=== DIRECTIONS ===
Copy all lines in the data that contain the string "edges".

=== Stored data entries ===

-*-

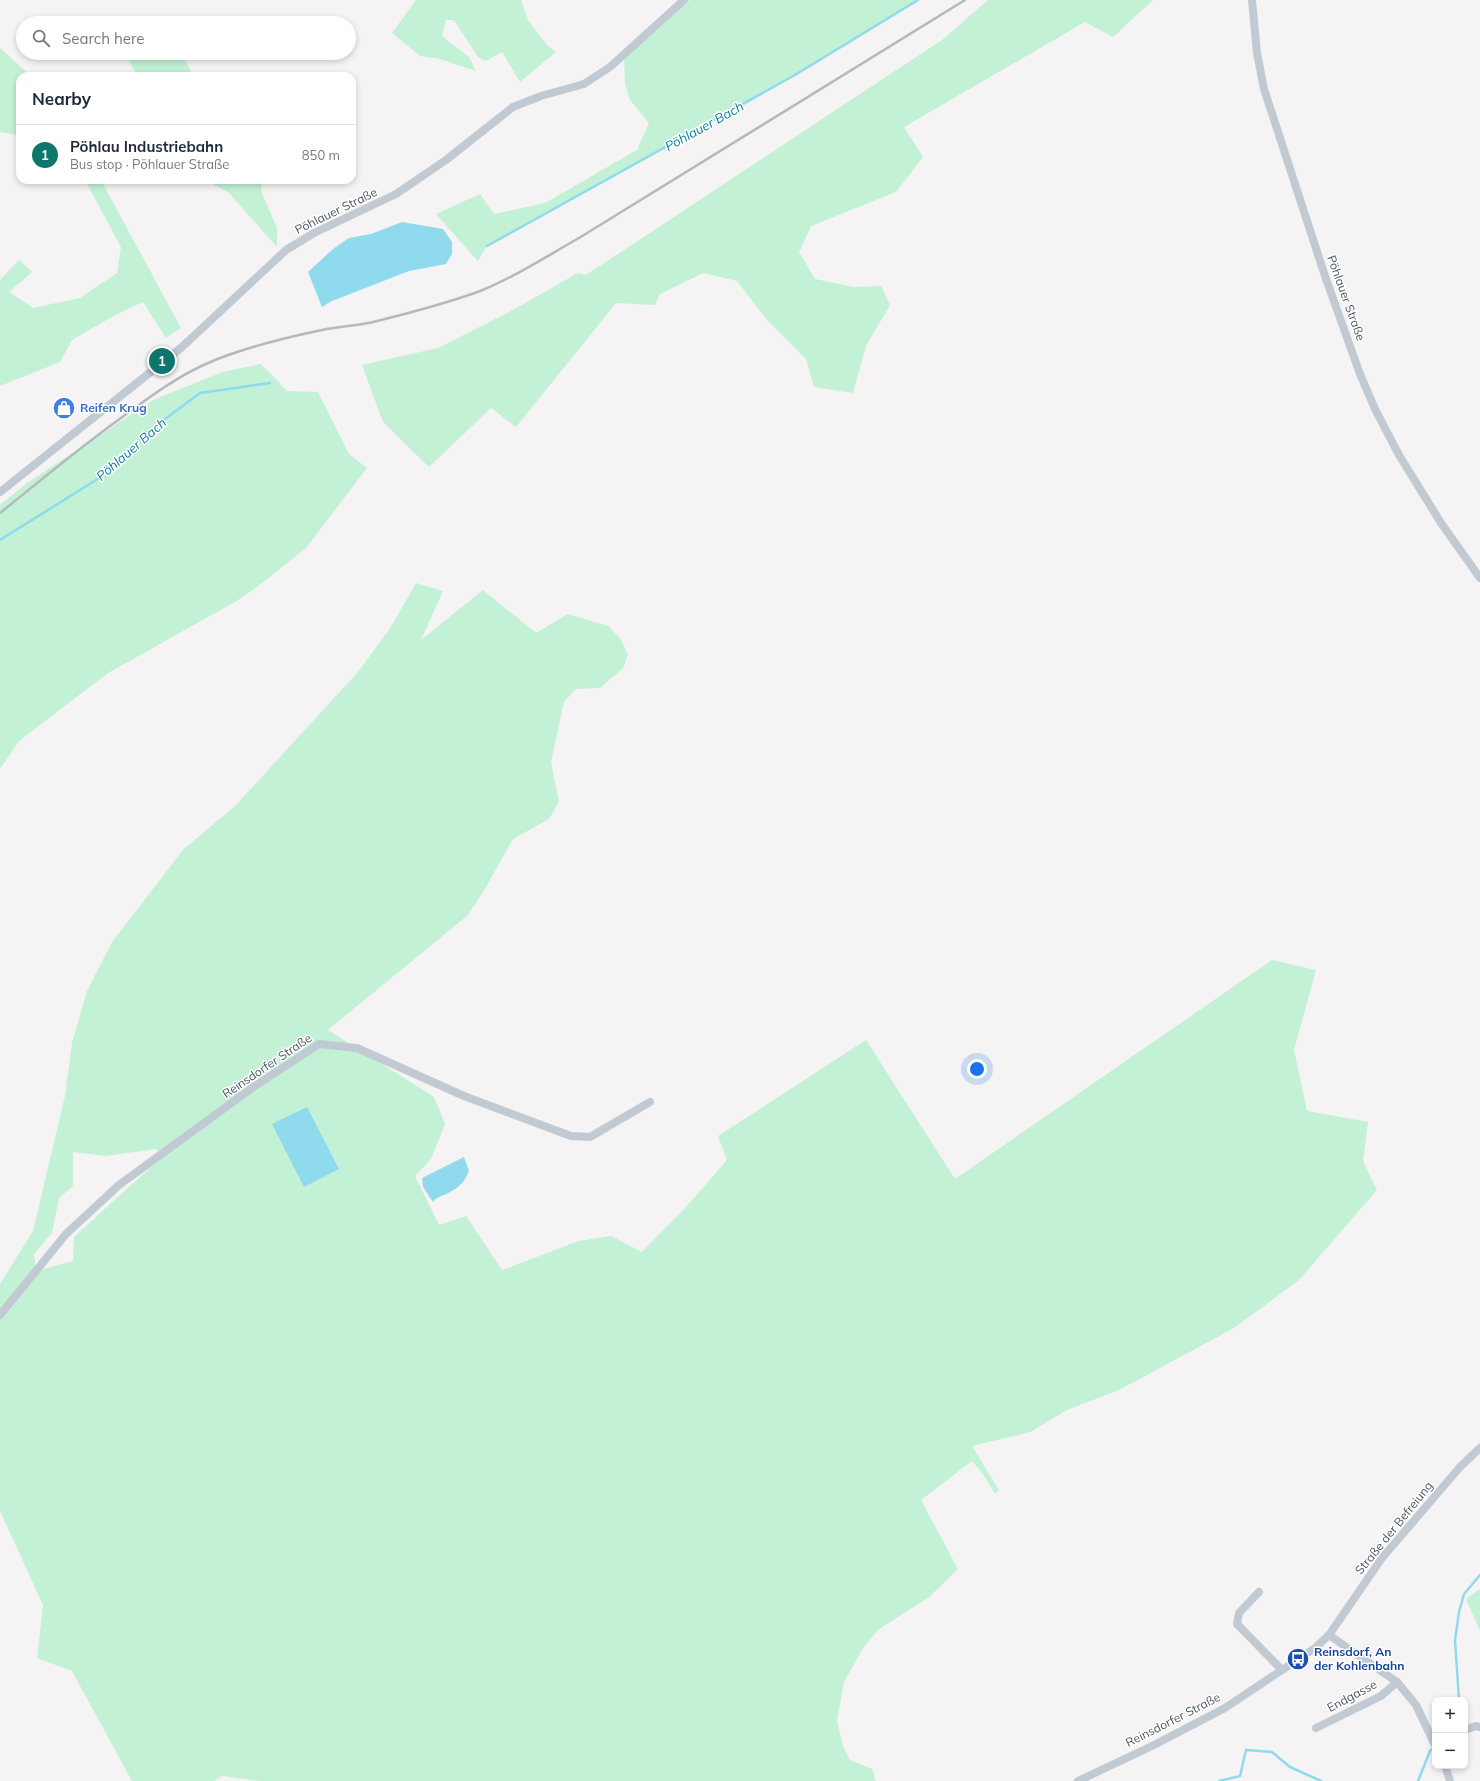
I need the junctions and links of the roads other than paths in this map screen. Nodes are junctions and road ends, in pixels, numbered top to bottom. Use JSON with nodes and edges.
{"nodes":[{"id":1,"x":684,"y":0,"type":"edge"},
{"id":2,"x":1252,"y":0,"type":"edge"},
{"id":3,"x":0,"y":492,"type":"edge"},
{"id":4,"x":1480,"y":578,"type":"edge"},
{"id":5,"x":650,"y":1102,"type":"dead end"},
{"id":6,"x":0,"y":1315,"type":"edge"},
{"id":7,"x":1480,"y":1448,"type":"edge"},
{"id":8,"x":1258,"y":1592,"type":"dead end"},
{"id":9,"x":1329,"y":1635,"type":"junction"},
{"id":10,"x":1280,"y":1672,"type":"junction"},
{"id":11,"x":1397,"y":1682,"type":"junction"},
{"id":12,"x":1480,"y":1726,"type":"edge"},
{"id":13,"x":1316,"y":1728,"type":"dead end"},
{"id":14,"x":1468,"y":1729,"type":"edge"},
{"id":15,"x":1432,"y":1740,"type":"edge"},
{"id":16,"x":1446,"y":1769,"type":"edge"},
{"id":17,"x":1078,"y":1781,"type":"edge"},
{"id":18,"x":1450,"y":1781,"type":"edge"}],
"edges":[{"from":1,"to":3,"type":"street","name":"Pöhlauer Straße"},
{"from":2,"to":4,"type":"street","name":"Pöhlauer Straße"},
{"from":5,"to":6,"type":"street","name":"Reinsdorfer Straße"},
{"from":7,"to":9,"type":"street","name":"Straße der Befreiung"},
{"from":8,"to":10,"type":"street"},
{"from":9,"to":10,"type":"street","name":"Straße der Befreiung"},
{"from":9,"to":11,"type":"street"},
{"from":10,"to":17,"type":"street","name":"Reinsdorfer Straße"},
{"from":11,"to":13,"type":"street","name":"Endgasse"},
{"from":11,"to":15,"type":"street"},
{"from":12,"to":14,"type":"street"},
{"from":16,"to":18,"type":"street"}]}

-*-

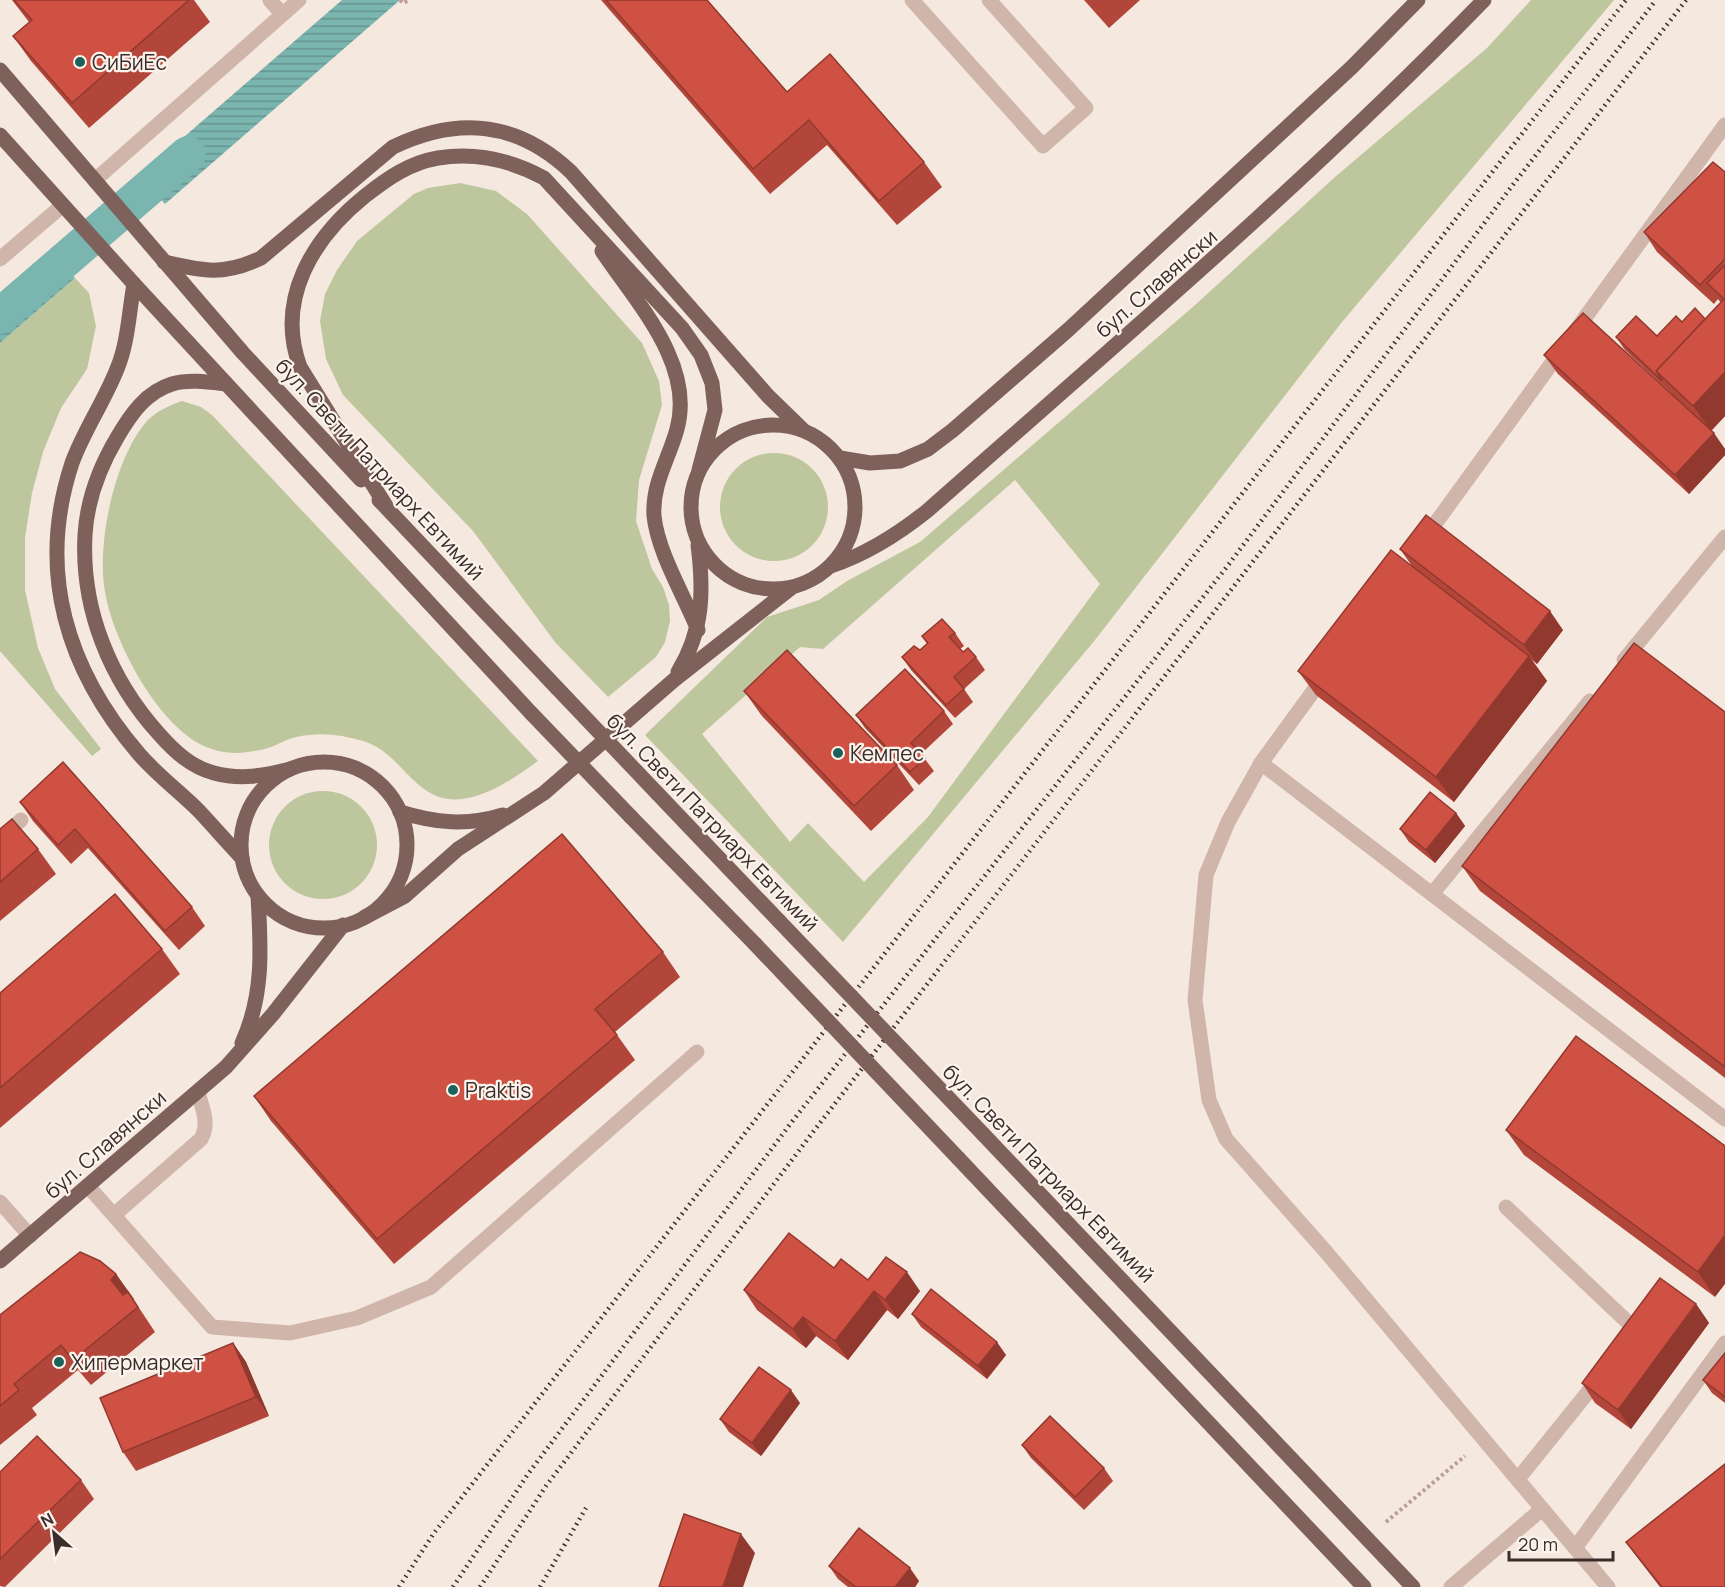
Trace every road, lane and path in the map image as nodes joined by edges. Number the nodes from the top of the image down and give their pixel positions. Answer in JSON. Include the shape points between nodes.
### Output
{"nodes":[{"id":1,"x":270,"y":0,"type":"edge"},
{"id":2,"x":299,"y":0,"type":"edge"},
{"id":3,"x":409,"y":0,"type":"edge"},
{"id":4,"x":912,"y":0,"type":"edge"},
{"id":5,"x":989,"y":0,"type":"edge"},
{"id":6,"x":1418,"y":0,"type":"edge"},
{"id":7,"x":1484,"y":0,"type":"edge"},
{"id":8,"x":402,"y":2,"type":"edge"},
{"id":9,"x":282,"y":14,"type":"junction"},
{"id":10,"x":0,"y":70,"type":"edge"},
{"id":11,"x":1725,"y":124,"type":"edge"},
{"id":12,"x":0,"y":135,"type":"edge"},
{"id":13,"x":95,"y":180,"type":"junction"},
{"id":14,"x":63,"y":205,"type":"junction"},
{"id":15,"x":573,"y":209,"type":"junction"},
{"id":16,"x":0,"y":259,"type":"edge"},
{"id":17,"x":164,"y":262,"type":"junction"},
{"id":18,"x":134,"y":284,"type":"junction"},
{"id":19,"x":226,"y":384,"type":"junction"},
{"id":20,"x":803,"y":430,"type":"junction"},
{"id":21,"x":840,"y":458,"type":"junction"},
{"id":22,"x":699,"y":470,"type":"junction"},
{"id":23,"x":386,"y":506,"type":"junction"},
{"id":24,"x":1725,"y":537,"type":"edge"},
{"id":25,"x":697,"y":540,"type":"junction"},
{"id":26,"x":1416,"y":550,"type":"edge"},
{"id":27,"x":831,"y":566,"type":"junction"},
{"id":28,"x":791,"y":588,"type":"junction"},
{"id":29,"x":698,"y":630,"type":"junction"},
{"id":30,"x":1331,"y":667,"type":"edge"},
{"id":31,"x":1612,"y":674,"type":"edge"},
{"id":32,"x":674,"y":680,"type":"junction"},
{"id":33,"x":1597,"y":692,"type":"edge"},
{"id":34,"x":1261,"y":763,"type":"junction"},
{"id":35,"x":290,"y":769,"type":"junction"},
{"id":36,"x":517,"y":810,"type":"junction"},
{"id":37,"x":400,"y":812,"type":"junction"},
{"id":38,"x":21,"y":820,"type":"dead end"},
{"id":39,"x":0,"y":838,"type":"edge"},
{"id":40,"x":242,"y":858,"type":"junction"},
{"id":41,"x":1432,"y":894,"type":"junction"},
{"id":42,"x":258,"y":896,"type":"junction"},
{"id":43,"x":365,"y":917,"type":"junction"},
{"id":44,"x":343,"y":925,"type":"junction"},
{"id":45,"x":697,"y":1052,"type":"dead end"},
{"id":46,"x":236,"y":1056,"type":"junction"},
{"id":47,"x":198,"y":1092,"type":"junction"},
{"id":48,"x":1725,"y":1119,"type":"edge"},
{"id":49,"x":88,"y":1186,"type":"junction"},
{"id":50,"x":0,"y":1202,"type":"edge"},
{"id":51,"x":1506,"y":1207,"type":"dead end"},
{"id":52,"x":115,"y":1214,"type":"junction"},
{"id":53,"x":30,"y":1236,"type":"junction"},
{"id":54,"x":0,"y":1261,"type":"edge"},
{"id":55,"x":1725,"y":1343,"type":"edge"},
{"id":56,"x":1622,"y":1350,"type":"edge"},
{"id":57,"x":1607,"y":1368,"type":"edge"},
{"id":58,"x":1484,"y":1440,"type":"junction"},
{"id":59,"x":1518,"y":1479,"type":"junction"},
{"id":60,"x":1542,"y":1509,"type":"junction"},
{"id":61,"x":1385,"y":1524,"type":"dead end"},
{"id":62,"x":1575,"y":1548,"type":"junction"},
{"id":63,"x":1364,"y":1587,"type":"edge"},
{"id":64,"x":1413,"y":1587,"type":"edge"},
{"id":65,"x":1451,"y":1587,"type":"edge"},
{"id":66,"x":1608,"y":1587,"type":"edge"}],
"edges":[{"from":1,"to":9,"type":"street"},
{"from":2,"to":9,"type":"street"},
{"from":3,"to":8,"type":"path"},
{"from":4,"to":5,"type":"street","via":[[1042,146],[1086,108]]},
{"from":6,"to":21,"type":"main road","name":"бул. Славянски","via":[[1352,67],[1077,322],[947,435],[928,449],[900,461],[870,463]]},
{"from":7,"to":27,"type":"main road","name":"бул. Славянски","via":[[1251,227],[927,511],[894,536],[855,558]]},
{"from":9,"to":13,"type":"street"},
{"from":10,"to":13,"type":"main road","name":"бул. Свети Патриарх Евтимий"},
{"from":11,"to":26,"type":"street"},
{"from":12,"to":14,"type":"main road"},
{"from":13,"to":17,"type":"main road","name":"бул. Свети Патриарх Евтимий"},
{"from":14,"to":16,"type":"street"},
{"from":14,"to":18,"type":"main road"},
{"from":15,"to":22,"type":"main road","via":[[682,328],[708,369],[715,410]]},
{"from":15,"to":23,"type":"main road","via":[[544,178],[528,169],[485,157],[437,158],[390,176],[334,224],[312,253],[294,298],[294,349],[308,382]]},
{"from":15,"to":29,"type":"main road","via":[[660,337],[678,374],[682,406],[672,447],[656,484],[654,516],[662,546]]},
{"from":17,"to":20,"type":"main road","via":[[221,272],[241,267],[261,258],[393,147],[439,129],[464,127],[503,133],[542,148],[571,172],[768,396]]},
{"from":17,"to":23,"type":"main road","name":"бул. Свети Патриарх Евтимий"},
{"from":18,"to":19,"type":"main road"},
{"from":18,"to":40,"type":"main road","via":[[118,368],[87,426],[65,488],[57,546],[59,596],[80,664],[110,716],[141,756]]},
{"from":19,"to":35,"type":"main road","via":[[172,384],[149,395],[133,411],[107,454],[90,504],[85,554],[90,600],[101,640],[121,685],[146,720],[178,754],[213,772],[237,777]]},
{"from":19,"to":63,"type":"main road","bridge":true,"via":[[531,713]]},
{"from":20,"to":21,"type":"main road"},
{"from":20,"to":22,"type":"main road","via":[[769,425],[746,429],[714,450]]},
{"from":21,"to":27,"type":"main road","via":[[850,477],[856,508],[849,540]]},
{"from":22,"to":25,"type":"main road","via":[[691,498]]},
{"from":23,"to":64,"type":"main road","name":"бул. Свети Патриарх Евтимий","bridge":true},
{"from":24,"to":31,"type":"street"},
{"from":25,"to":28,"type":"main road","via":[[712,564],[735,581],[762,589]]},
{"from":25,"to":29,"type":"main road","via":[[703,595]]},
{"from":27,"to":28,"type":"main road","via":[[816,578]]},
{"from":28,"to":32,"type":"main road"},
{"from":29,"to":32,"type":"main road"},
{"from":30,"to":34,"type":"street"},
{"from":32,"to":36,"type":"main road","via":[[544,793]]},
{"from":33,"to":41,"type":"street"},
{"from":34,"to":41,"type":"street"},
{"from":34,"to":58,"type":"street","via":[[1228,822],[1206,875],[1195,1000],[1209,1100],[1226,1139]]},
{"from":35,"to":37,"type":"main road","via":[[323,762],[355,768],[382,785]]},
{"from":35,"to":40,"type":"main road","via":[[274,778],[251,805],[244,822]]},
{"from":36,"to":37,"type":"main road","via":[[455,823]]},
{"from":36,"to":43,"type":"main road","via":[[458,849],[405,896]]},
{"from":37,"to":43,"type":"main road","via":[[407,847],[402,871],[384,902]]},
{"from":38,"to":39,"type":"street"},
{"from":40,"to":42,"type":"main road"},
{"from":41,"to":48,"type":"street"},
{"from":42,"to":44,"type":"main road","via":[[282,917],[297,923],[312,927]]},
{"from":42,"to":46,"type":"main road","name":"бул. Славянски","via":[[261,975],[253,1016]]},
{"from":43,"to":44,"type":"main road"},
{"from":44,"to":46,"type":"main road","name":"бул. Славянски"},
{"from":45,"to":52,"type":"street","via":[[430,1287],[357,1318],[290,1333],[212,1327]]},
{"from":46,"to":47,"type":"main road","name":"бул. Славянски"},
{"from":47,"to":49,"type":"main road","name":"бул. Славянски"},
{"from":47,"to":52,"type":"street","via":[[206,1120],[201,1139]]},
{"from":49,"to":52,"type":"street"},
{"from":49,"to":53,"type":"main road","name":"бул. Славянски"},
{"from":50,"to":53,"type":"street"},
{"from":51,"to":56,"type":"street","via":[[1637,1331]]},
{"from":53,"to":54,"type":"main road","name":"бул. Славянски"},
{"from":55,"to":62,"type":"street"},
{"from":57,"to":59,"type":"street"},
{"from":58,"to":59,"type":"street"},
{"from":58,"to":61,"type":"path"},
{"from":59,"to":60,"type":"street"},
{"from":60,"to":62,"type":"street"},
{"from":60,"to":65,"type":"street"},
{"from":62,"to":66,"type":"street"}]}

-*-

=== RESPONSE BELOW ===
I need the junctions and links of the roads other than paths in this map screen. Nodes are junctions and road ends, in pixels, numbered top to bottom. Use JSON with nodes and edges.
"edges":[{"from":1,"to":3,"type":"street","name":"Pöhlauer Straße"},
Trace every road, lane and path in the map image as nodes joined by edges. Number the nodes from the top of the image down and give their pixel positions. Answer in JSON. Include the shape points between nodes.
"edges":[{"from":1,"to":9,"type":"street"},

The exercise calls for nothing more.